» **What you need to do**
Go to the line with "ring dip: (1179, 922)" in the material below and copy from there through the line with "middle mcp: (396, 285)", exactly. Pictures are not copied.

■ ■ ■ ■

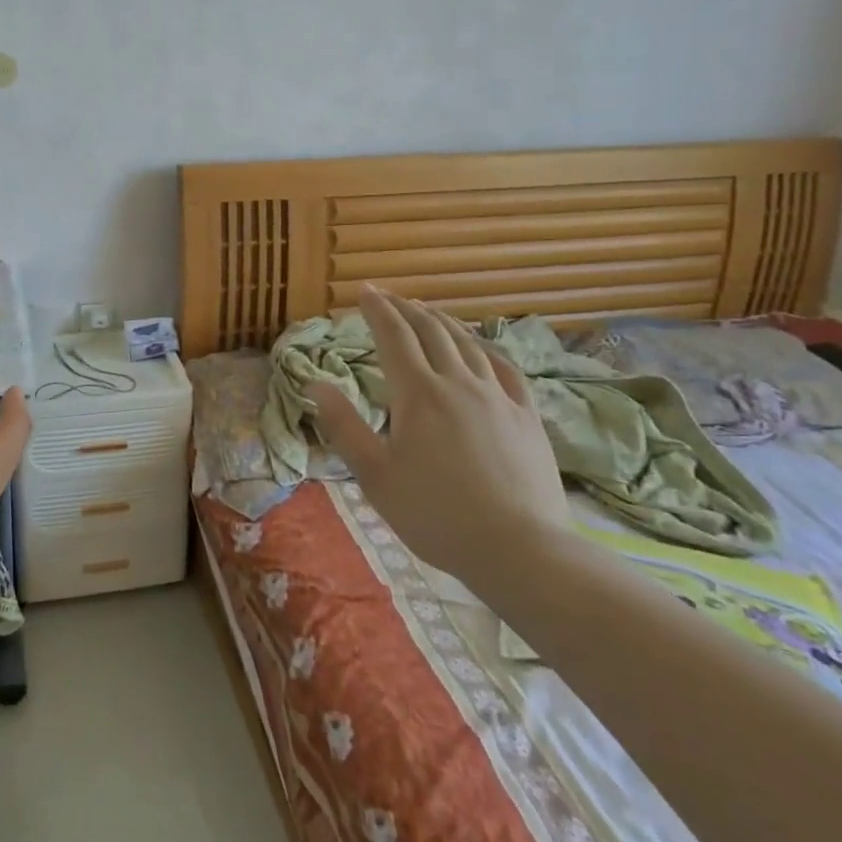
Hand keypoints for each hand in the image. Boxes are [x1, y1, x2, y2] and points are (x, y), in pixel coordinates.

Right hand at [309, 287, 568, 586]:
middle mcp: (457, 383)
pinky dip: (483, 347)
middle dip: (406, 308)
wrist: (520, 550)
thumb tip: (315, 383)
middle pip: (430, 330)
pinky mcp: (526, 415)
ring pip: (466, 343)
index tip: (364, 291)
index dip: (377, 309)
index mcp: (417, 394)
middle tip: (388, 297)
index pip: (393, 336)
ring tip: (425, 311)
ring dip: (441, 320)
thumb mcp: (375, 476)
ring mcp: (497, 396)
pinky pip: (503, 366)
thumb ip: (343, 426)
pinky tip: (477, 346)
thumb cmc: (436, 515)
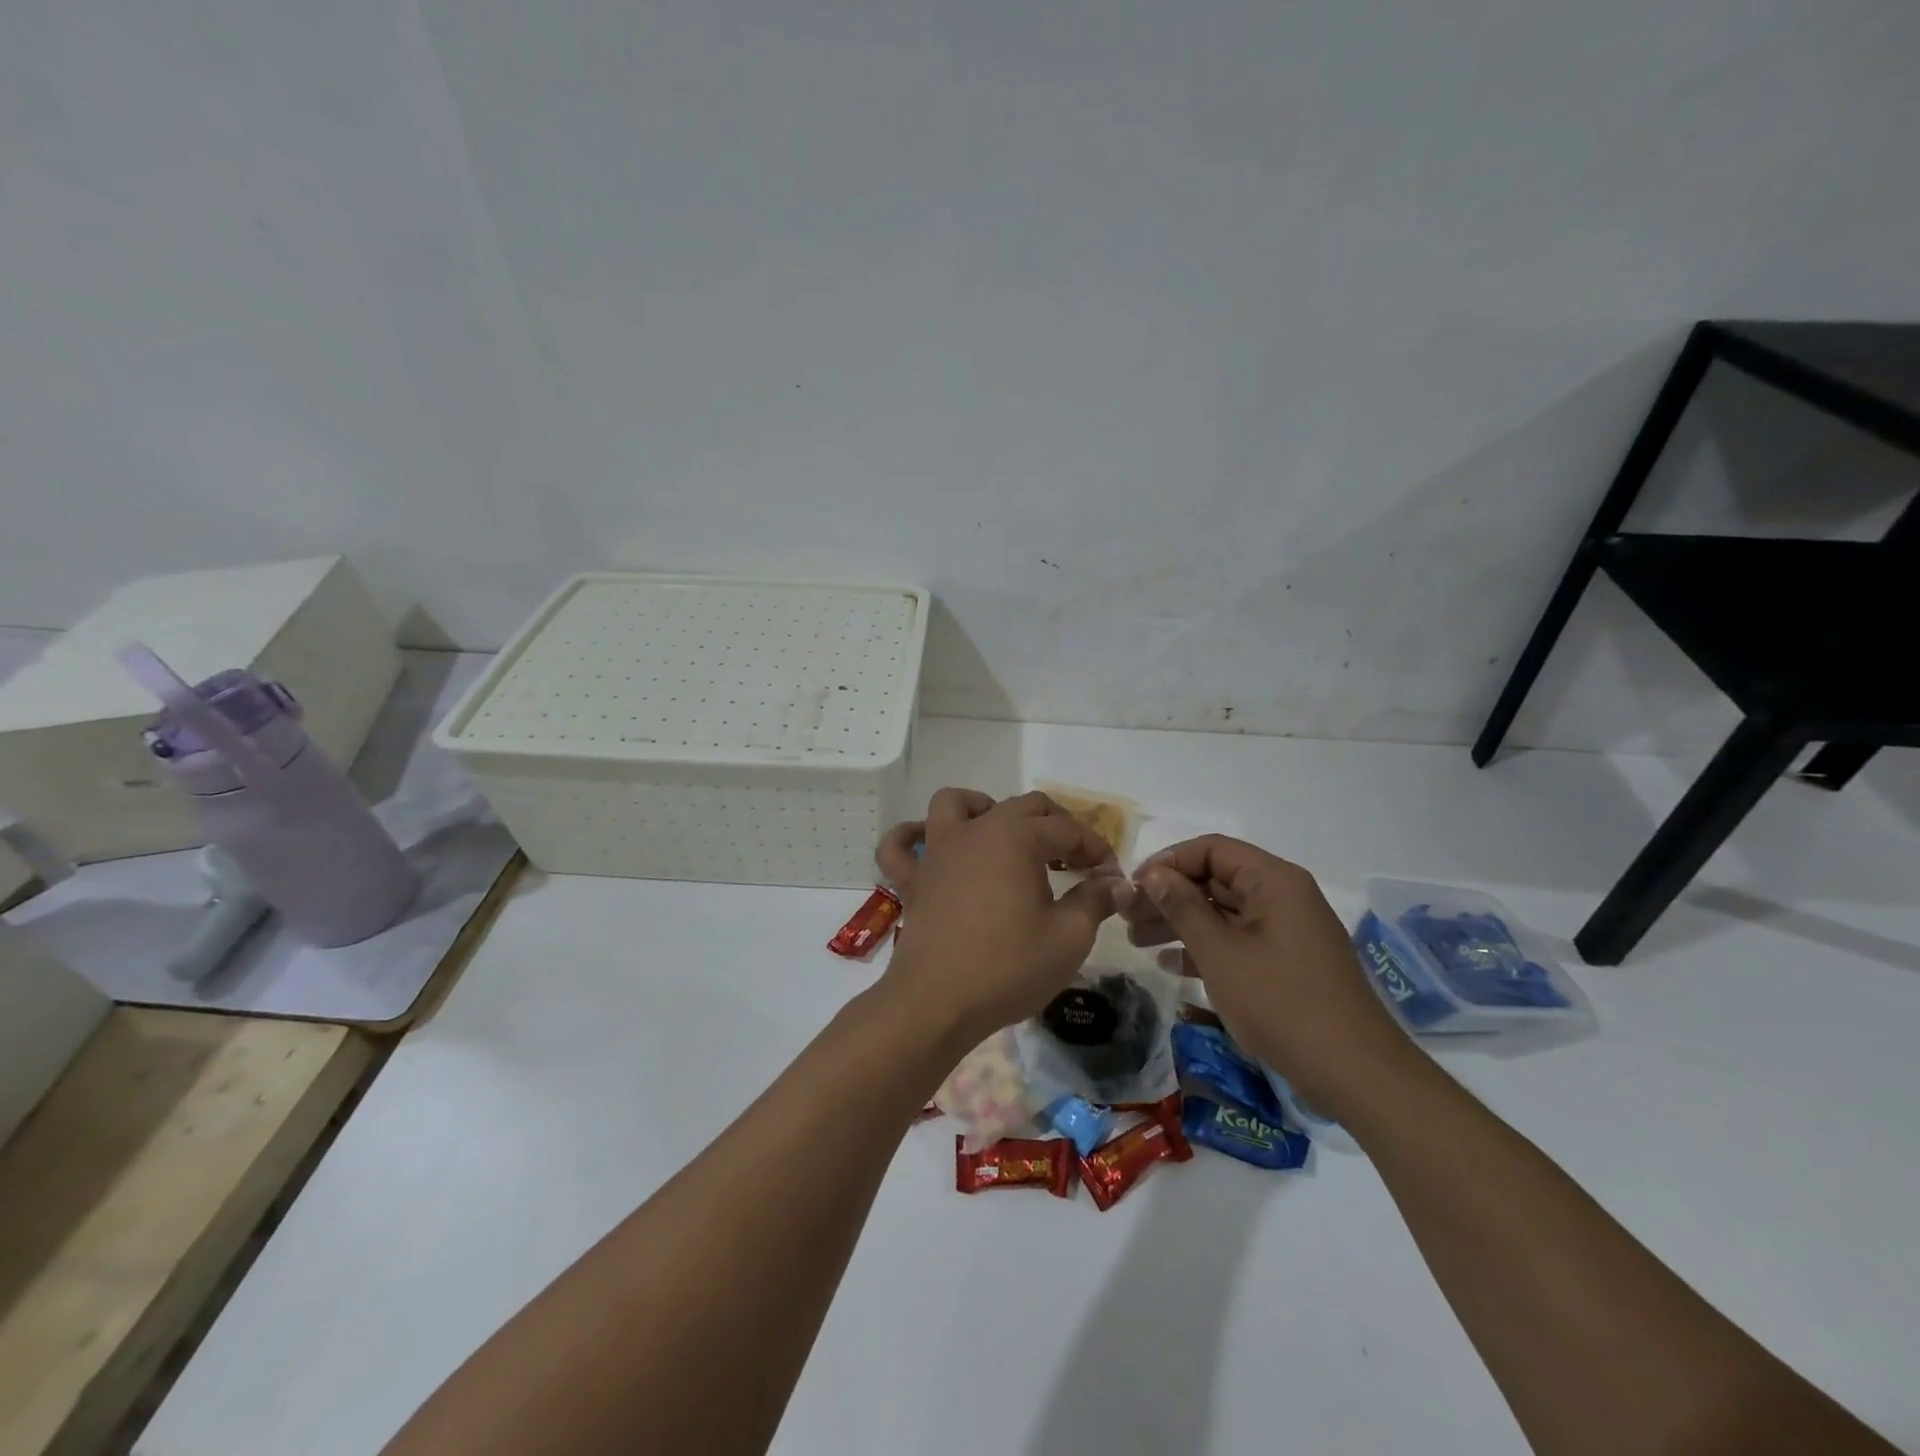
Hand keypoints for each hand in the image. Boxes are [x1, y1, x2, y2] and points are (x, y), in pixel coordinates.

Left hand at [874, 789, 1129, 1045]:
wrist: (937, 1004)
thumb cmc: (1008, 968)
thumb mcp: (1069, 937)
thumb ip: (1094, 900)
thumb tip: (1113, 883)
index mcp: (1016, 837)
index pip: (1066, 829)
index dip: (1094, 849)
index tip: (1110, 877)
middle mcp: (975, 831)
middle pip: (1021, 806)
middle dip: (1056, 826)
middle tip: (1075, 861)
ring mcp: (937, 852)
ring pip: (955, 804)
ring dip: (984, 808)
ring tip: (1006, 836)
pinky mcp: (912, 880)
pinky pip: (900, 846)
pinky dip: (912, 838)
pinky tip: (929, 846)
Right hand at [1128, 836, 1413, 1118]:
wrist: (1354, 1073)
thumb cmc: (1281, 1003)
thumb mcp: (1221, 953)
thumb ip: (1183, 907)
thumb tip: (1153, 873)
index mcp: (1273, 880)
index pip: (1211, 849)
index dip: (1167, 862)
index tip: (1133, 886)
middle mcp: (1282, 896)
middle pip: (1215, 879)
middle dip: (1168, 895)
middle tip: (1125, 916)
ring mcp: (1286, 930)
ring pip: (1223, 912)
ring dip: (1179, 922)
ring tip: (1137, 940)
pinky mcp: (1287, 962)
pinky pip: (1238, 940)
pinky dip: (1204, 946)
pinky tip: (1170, 963)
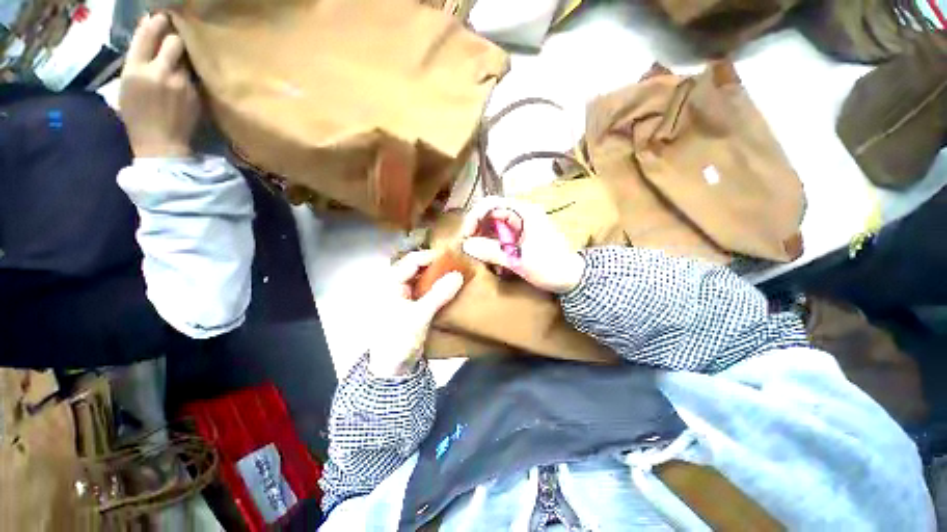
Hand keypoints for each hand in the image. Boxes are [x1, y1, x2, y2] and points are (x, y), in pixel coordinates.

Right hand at [118, 13, 199, 157]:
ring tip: (179, 65)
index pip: (147, 35)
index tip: (163, 17)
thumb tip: (147, 32)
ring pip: (187, 59)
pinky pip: (194, 76)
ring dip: (183, 59)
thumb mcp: (126, 85)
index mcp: (135, 69)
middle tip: (174, 41)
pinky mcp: (196, 94)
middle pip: (174, 41)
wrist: (161, 143)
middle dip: (175, 38)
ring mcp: (180, 83)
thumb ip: (137, 59)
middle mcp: (159, 72)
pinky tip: (185, 83)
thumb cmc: (137, 115)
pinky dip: (190, 75)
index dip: (156, 23)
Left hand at [368, 251, 464, 377]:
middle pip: (417, 267)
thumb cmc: (398, 339)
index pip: (412, 261)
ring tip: (456, 273)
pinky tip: (450, 287)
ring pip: (423, 277)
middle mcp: (396, 285)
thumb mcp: (419, 316)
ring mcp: (405, 295)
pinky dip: (438, 286)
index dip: (431, 256)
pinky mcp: (413, 304)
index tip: (452, 257)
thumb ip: (438, 295)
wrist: (392, 368)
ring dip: (438, 275)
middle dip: (436, 264)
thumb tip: (458, 276)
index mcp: (390, 283)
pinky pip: (427, 289)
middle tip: (456, 264)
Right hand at [461, 197, 584, 293]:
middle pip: (490, 215)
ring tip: (484, 260)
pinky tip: (497, 266)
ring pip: (494, 228)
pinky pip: (501, 239)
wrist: (573, 279)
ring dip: (486, 243)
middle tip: (470, 249)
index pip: (491, 204)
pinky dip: (495, 250)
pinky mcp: (521, 238)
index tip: (466, 236)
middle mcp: (521, 215)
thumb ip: (492, 251)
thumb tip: (465, 245)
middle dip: (478, 232)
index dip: (474, 217)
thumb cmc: (550, 266)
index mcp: (523, 212)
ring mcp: (521, 227)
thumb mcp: (519, 259)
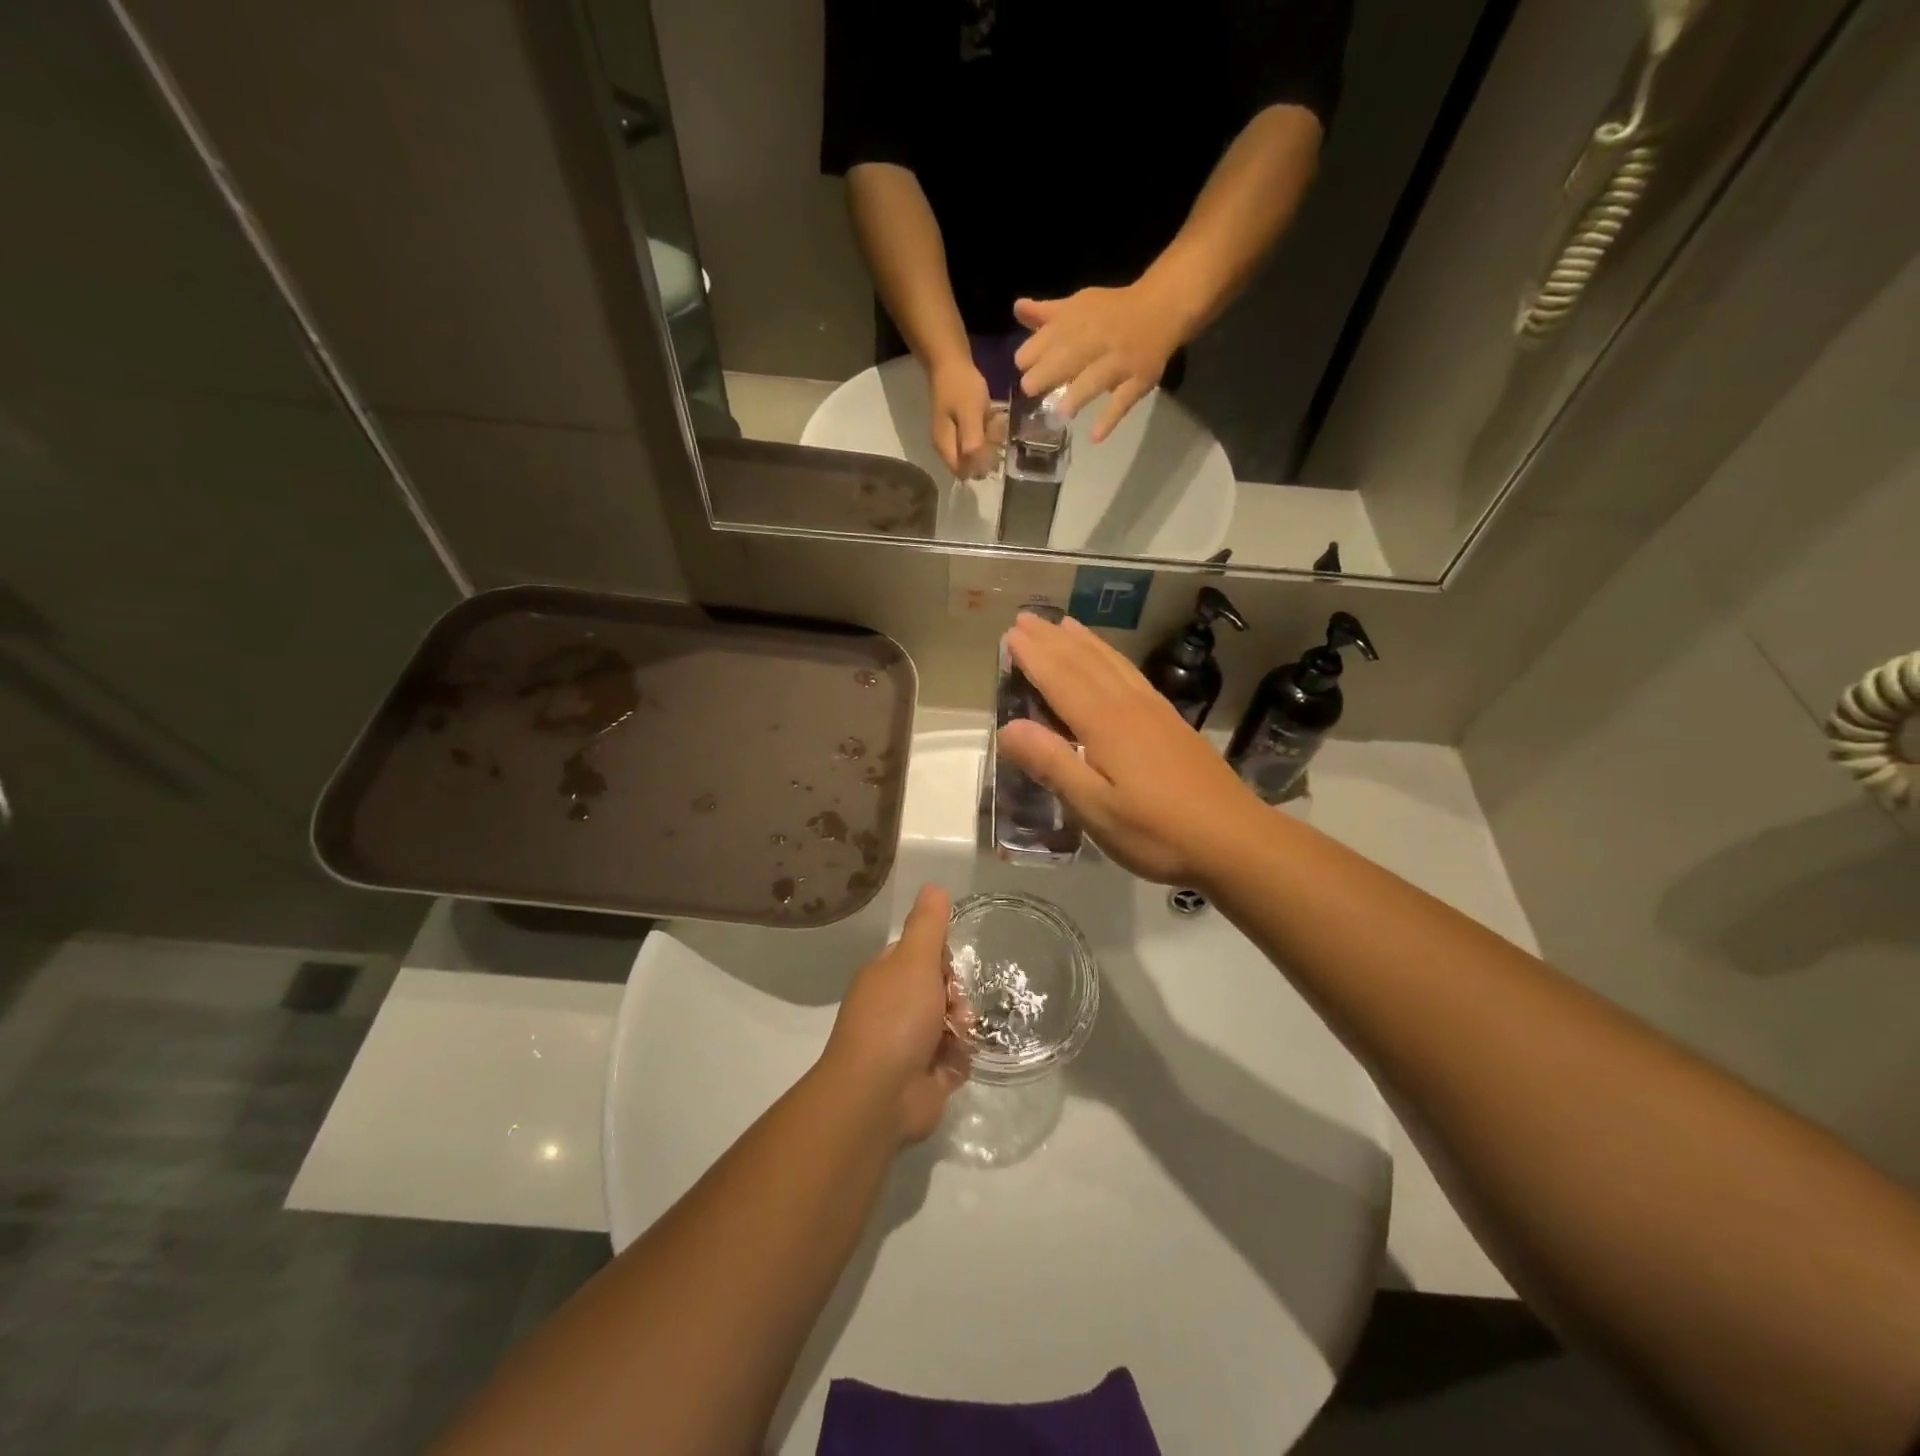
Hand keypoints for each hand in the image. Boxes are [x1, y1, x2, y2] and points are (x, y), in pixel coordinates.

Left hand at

■ ■ ■ ■

» **Response to the task**
ring dip: (1179, 922)
ring tip: (1137, 940)
pinky mcp: (1287, 962)
pinky pip: (1238, 940)
pinky dip: (1204, 946)
pinky tip: (1170, 963)
Hand keypoints for each hand in the image. Boxes are [x1, y1, x2, y2] and points are (x, y), in pixel coordinates.

Right hand at [118, 13, 199, 157]:
ring tip: (179, 65)
index pip: (147, 35)
index tip: (163, 17)
thumb tip: (147, 32)
ring pip: (187, 59)
pinky pip: (194, 76)
ring dip: (183, 59)
thumb mcp: (126, 85)
index mcp: (135, 69)
middle tip: (174, 41)
pinky mcp: (196, 94)
middle pip: (174, 41)
wrist: (161, 143)
middle dip: (175, 38)
ring mcp: (180, 83)
thumb ip: (137, 59)
middle mcp: (159, 72)
pinky tip: (185, 83)
thumb cmc: (137, 115)
pinky dip: (190, 75)
index dip: (156, 23)
Left hand at [368, 251, 464, 377]:
middle pip: (417, 267)
thumb cmc: (398, 339)
index pip: (412, 261)
ring tip: (456, 273)
pinky tip: (450, 287)
ring pip: (423, 277)
middle mcp: (396, 285)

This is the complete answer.